> [Exercise aim]: Given the records below, pull every line with the word "dead" into the answer.

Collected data
# # # # # # #

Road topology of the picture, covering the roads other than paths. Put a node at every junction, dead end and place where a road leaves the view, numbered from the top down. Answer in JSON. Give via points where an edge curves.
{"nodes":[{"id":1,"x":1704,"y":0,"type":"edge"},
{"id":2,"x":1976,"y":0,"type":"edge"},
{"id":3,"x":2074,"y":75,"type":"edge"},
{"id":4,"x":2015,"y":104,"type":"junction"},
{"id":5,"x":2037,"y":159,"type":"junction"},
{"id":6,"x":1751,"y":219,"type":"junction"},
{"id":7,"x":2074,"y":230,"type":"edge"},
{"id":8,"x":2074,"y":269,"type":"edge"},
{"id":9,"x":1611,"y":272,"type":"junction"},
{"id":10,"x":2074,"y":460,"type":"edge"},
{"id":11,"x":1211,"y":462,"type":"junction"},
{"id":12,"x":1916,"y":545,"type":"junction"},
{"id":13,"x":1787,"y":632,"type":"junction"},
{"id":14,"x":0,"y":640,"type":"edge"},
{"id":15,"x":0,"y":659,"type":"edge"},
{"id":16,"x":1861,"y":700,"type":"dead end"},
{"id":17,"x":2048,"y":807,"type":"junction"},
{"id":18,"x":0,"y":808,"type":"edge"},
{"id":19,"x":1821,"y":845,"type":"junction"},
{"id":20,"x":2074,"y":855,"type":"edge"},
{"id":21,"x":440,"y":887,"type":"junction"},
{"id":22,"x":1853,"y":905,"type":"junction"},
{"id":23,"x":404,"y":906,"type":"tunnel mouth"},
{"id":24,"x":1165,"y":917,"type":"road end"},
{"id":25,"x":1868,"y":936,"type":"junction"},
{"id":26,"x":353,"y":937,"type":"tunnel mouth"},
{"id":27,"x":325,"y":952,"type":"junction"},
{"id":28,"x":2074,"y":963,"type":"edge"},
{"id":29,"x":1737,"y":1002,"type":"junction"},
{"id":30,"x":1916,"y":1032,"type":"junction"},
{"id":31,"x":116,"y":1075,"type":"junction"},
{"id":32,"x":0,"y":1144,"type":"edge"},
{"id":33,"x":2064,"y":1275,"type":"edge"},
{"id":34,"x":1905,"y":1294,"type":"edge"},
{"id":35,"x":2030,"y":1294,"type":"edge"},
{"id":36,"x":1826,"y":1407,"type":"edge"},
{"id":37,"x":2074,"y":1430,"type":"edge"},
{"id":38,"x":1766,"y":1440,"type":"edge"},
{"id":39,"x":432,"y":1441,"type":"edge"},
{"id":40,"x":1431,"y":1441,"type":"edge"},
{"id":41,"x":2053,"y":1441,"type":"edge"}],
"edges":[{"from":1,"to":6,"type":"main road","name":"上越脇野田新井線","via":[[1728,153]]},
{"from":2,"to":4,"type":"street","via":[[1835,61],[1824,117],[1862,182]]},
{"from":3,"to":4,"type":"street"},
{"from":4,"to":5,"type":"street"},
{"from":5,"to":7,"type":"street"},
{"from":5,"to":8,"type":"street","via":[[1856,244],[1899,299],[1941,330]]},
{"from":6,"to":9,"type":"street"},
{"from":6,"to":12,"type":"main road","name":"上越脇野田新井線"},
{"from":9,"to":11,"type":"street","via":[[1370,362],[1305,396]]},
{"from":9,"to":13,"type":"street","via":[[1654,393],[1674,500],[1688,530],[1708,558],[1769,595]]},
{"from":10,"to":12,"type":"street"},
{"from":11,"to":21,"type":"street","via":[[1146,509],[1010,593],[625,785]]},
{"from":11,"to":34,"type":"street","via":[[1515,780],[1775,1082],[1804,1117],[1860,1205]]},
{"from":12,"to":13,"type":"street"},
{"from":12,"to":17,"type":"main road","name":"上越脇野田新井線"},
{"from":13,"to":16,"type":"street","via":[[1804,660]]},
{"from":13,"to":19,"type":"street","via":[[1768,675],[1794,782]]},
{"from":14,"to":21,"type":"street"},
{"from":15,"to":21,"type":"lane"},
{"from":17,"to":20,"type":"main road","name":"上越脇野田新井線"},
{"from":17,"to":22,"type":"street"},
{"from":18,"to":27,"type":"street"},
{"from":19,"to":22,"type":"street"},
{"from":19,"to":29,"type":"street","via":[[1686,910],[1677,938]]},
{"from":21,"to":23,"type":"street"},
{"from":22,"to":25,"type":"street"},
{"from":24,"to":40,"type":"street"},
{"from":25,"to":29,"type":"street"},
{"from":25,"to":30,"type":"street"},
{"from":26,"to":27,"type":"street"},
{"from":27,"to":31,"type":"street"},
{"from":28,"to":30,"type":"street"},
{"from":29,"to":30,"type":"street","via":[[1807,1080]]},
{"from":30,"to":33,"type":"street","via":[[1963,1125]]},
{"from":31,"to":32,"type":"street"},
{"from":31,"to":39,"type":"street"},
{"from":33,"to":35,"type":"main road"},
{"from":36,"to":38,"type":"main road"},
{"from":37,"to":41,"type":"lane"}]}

# # # # # # #

> [Your response]:
Road topology of the picture, covering the roads other than paths. Put a node at every junction, dead end and place where a road leaves the view, numbered from the top down. Answer in JSON. Give via points where an edge curves.
{"id":16,"x":1861,"y":700,"type":"dead end"},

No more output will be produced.